### [What to work on]
The full listing, from first line to last, should be set down again exactly.

### [Task inputs]

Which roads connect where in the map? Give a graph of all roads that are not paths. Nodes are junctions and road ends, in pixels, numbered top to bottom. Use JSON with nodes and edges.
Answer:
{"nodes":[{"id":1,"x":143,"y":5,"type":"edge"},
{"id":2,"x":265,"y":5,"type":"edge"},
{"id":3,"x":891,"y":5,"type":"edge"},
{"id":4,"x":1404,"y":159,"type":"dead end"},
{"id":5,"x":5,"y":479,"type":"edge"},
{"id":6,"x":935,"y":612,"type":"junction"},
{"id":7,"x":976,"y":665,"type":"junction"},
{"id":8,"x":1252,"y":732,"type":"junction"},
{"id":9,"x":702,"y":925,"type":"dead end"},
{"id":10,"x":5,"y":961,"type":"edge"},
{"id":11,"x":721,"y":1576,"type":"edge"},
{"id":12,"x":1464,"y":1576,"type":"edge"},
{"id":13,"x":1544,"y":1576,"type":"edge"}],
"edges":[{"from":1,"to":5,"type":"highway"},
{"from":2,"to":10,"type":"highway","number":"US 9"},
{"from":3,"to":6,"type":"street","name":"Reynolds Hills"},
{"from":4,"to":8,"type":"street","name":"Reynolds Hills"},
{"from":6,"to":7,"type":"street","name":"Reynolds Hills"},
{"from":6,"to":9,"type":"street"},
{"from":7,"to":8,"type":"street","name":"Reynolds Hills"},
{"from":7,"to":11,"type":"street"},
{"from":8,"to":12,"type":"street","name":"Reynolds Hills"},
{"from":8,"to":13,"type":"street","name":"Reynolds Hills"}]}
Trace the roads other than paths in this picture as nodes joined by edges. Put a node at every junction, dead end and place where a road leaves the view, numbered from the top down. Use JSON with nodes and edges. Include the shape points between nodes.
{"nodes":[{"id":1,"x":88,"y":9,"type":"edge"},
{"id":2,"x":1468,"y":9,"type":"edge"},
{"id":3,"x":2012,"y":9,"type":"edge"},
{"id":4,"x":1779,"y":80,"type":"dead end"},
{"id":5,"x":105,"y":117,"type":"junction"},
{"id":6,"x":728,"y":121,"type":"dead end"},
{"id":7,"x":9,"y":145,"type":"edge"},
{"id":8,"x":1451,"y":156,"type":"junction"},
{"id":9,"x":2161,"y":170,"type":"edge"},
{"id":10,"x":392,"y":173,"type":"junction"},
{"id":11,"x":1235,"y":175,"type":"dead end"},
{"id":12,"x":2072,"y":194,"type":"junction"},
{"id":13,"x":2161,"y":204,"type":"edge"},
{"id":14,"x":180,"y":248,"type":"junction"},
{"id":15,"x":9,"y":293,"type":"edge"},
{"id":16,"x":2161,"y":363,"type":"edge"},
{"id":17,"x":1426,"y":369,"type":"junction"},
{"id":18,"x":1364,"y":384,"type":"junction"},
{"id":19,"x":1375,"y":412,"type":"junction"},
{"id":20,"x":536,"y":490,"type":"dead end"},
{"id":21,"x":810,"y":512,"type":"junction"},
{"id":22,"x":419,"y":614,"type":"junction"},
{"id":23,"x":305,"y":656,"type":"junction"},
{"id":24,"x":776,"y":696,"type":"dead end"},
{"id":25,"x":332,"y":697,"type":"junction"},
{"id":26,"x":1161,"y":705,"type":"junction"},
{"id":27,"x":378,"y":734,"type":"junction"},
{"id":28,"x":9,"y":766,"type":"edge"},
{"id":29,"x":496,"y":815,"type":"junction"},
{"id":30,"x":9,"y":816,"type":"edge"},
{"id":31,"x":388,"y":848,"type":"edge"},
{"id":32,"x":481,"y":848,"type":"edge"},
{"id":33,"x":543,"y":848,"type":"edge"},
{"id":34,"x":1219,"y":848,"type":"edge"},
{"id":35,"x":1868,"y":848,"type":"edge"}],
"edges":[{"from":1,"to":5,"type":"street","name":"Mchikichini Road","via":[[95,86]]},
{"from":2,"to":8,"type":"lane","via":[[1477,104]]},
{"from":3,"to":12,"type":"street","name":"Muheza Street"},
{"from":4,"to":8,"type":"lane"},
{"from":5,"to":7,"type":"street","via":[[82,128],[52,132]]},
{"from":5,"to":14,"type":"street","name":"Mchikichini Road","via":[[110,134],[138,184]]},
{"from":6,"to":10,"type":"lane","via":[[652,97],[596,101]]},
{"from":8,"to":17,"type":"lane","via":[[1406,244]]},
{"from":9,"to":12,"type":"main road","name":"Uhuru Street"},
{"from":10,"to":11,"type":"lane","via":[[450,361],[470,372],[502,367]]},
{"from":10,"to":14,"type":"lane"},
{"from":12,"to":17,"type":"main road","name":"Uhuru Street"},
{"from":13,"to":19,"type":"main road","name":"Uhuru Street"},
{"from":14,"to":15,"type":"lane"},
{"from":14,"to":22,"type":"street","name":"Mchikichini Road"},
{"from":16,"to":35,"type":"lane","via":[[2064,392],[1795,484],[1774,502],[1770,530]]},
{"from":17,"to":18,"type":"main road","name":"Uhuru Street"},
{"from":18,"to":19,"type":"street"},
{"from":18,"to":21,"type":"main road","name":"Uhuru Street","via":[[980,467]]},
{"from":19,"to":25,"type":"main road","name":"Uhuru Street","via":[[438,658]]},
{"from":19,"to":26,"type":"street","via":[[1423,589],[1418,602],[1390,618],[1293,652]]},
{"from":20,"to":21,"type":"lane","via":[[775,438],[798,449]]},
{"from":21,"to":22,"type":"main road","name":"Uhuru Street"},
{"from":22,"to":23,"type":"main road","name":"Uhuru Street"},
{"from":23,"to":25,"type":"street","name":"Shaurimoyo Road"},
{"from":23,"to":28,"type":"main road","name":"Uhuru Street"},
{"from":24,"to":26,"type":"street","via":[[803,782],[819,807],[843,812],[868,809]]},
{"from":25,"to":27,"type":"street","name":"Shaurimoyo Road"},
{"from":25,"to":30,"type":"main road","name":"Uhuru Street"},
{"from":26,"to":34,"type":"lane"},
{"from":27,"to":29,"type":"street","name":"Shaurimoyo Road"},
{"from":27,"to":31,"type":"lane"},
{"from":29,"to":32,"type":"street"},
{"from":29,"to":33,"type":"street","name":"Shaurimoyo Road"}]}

### [Expected answer]
Which roads connect where in the map? Give a graph of all roads that are not paths. Nodes are junctions and road ends, in pixels, numbered top to bottom. Use JSON with nodes and edges.
Answer:
{"nodes":[{"id":1,"x":143,"y":5,"type":"edge"},
{"id":2,"x":265,"y":5,"type":"edge"},
{"id":3,"x":891,"y":5,"type":"edge"},
{"id":4,"x":1404,"y":159,"type":"dead end"},
{"id":5,"x":5,"y":479,"type":"edge"},
{"id":6,"x":935,"y":612,"type":"junction"},
{"id":7,"x":976,"y":665,"type":"junction"},
{"id":8,"x":1252,"y":732,"type":"junction"},
{"id":9,"x":702,"y":925,"type":"dead end"},
{"id":10,"x":5,"y":961,"type":"edge"},
{"id":11,"x":721,"y":1576,"type":"edge"},
{"id":12,"x":1464,"y":1576,"type":"edge"},
{"id":13,"x":1544,"y":1576,"type":"edge"}],
"edges":[{"from":1,"to":5,"type":"highway"},
{"from":2,"to":10,"type":"highway","number":"US 9"},
{"from":3,"to":6,"type":"street","name":"Reynolds Hills"},
{"from":4,"to":8,"type":"street","name":"Reynolds Hills"},
{"from":6,"to":7,"type":"street","name":"Reynolds Hills"},
{"from":6,"to":9,"type":"street"},
{"from":7,"to":8,"type":"street","name":"Reynolds Hills"},
{"from":7,"to":11,"type":"street"},
{"from":8,"to":12,"type":"street","name":"Reynolds Hills"},
{"from":8,"to":13,"type":"street","name":"Reynolds Hills"}]}
Trace the roads other than paths in this picture as nodes joined by edges. Put a node at every junction, dead end and place where a road leaves the view, numbered from the top down. Use JSON with nodes and edges. Include the shape points between nodes.
{"nodes":[{"id":1,"x":88,"y":9,"type":"edge"},
{"id":2,"x":1468,"y":9,"type":"edge"},
{"id":3,"x":2012,"y":9,"type":"edge"},
{"id":4,"x":1779,"y":80,"type":"dead end"},
{"id":5,"x":105,"y":117,"type":"junction"},
{"id":6,"x":728,"y":121,"type":"dead end"},
{"id":7,"x":9,"y":145,"type":"edge"},
{"id":8,"x":1451,"y":156,"type":"junction"},
{"id":9,"x":2161,"y":170,"type":"edge"},
{"id":10,"x":392,"y":173,"type":"junction"},
{"id":11,"x":1235,"y":175,"type":"dead end"},
{"id":12,"x":2072,"y":194,"type":"junction"},
{"id":13,"x":2161,"y":204,"type":"edge"},
{"id":14,"x":180,"y":248,"type":"junction"},
{"id":15,"x":9,"y":293,"type":"edge"},
{"id":16,"x":2161,"y":363,"type":"edge"},
{"id":17,"x":1426,"y":369,"type":"junction"},
{"id":18,"x":1364,"y":384,"type":"junction"},
{"id":19,"x":1375,"y":412,"type":"junction"},
{"id":20,"x":536,"y":490,"type":"dead end"},
{"id":21,"x":810,"y":512,"type":"junction"},
{"id":22,"x":419,"y":614,"type":"junction"},
{"id":23,"x":305,"y":656,"type":"junction"},
{"id":24,"x":776,"y":696,"type":"dead end"},
{"id":25,"x":332,"y":697,"type":"junction"},
{"id":26,"x":1161,"y":705,"type":"junction"},
{"id":27,"x":378,"y":734,"type":"junction"},
{"id":28,"x":9,"y":766,"type":"edge"},
{"id":29,"x":496,"y":815,"type":"junction"},
{"id":30,"x":9,"y":816,"type":"edge"},
{"id":31,"x":388,"y":848,"type":"edge"},
{"id":32,"x":481,"y":848,"type":"edge"},
{"id":33,"x":543,"y":848,"type":"edge"},
{"id":34,"x":1219,"y":848,"type":"edge"},
{"id":35,"x":1868,"y":848,"type":"edge"}],
"edges":[{"from":1,"to":5,"type":"street","name":"Mchikichini Road","via":[[95,86]]},
{"from":2,"to":8,"type":"lane","via":[[1477,104]]},
{"from":3,"to":12,"type":"street","name":"Muheza Street"},
{"from":4,"to":8,"type":"lane"},
{"from":5,"to":7,"type":"street","via":[[82,128],[52,132]]},
{"from":5,"to":14,"type":"street","name":"Mchikichini Road","via":[[110,134],[138,184]]},
{"from":6,"to":10,"type":"lane","via":[[652,97],[596,101]]},
{"from":8,"to":17,"type":"lane","via":[[1406,244]]},
{"from":9,"to":12,"type":"main road","name":"Uhuru Street"},
{"from":10,"to":11,"type":"lane","via":[[450,361],[470,372],[502,367]]},
{"from":10,"to":14,"type":"lane"},
{"from":12,"to":17,"type":"main road","name":"Uhuru Street"},
{"from":13,"to":19,"type":"main road","name":"Uhuru Street"},
{"from":14,"to":15,"type":"lane"},
{"from":14,"to":22,"type":"street","name":"Mchikichini Road"},
{"from":16,"to":35,"type":"lane","via":[[2064,392],[1795,484],[1774,502],[1770,530]]},
{"from":17,"to":18,"type":"main road","name":"Uhuru Street"},
{"from":18,"to":19,"type":"street"},
{"from":18,"to":21,"type":"main road","name":"Uhuru Street","via":[[980,467]]},
{"from":19,"to":25,"type":"main road","name":"Uhuru Street","via":[[438,658]]},
{"from":19,"to":26,"type":"street","via":[[1423,589],[1418,602],[1390,618],[1293,652]]},
{"from":20,"to":21,"type":"lane","via":[[775,438],[798,449]]},
{"from":21,"to":22,"type":"main road","name":"Uhuru Street"},
{"from":22,"to":23,"type":"main road","name":"Uhuru Street"},
{"from":23,"to":25,"type":"street","name":"Shaurimoyo Road"},
{"from":23,"to":28,"type":"main road","name":"Uhuru Street"},
{"from":24,"to":26,"type":"street","via":[[803,782],[819,807],[843,812],[868,809]]},
{"from":25,"to":27,"type":"street","name":"Shaurimoyo Road"},
{"from":25,"to":30,"type":"main road","name":"Uhuru Street"},
{"from":26,"to":34,"type":"lane"},
{"from":27,"to":29,"type":"street","name":"Shaurimoyo Road"},
{"from":27,"to":31,"type":"lane"},
{"from":29,"to":32,"type":"street"},
{"from":29,"to":33,"type":"street","name":"Shaurimoyo Road"}]}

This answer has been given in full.